# Records for this task
--- START ---

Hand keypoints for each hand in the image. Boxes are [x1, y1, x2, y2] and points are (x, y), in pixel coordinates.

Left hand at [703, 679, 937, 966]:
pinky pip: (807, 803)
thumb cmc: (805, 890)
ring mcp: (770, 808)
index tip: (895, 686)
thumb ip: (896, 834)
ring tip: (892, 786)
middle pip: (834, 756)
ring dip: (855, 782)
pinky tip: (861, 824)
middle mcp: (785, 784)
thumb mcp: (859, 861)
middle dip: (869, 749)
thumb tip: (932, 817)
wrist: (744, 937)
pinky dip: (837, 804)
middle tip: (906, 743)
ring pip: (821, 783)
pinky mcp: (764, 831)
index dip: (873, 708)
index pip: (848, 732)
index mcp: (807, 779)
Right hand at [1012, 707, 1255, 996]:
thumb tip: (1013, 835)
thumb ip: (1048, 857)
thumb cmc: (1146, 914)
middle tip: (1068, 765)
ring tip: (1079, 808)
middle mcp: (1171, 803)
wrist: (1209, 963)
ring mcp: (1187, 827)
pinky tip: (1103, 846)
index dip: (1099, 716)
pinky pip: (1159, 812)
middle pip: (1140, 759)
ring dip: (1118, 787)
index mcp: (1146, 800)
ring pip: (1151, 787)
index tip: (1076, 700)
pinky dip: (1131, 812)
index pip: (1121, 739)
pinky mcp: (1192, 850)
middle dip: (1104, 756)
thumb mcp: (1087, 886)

--- END ---
--- START ---

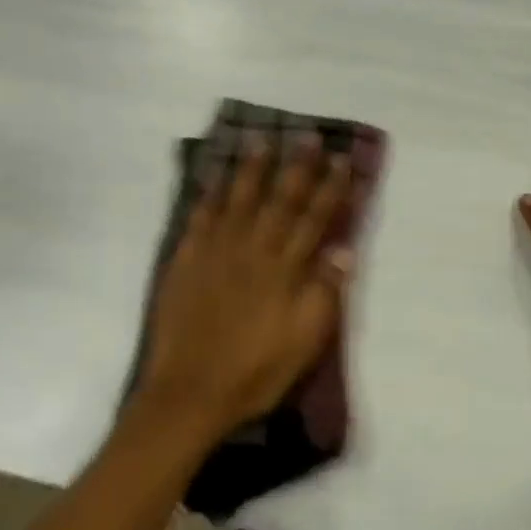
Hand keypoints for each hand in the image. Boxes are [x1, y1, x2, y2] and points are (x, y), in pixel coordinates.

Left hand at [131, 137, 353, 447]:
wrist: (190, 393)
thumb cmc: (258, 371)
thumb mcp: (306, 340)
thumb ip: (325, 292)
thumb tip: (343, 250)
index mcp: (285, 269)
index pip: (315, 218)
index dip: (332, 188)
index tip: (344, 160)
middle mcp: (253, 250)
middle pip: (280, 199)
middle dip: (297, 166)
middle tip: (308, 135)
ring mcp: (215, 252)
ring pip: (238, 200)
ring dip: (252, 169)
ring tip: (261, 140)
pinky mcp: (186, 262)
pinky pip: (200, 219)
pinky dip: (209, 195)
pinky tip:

--- END ---

# Exercise instructions
Look through the listing and extract every line with "index" in it.

# Answer section
index tip: (895, 686)
index dip: (873, 708)
index pip: (848, 732)
index mcp: (807, 779)
index dip: (1099, 716)
index mcp: (1146, 800)
index tip: (1076, 700)
index pip: (1121, 739)
index mcp: (285, 269)
index pip: (315, 218)
index dip: (332, 188)
index tip: (344, 160)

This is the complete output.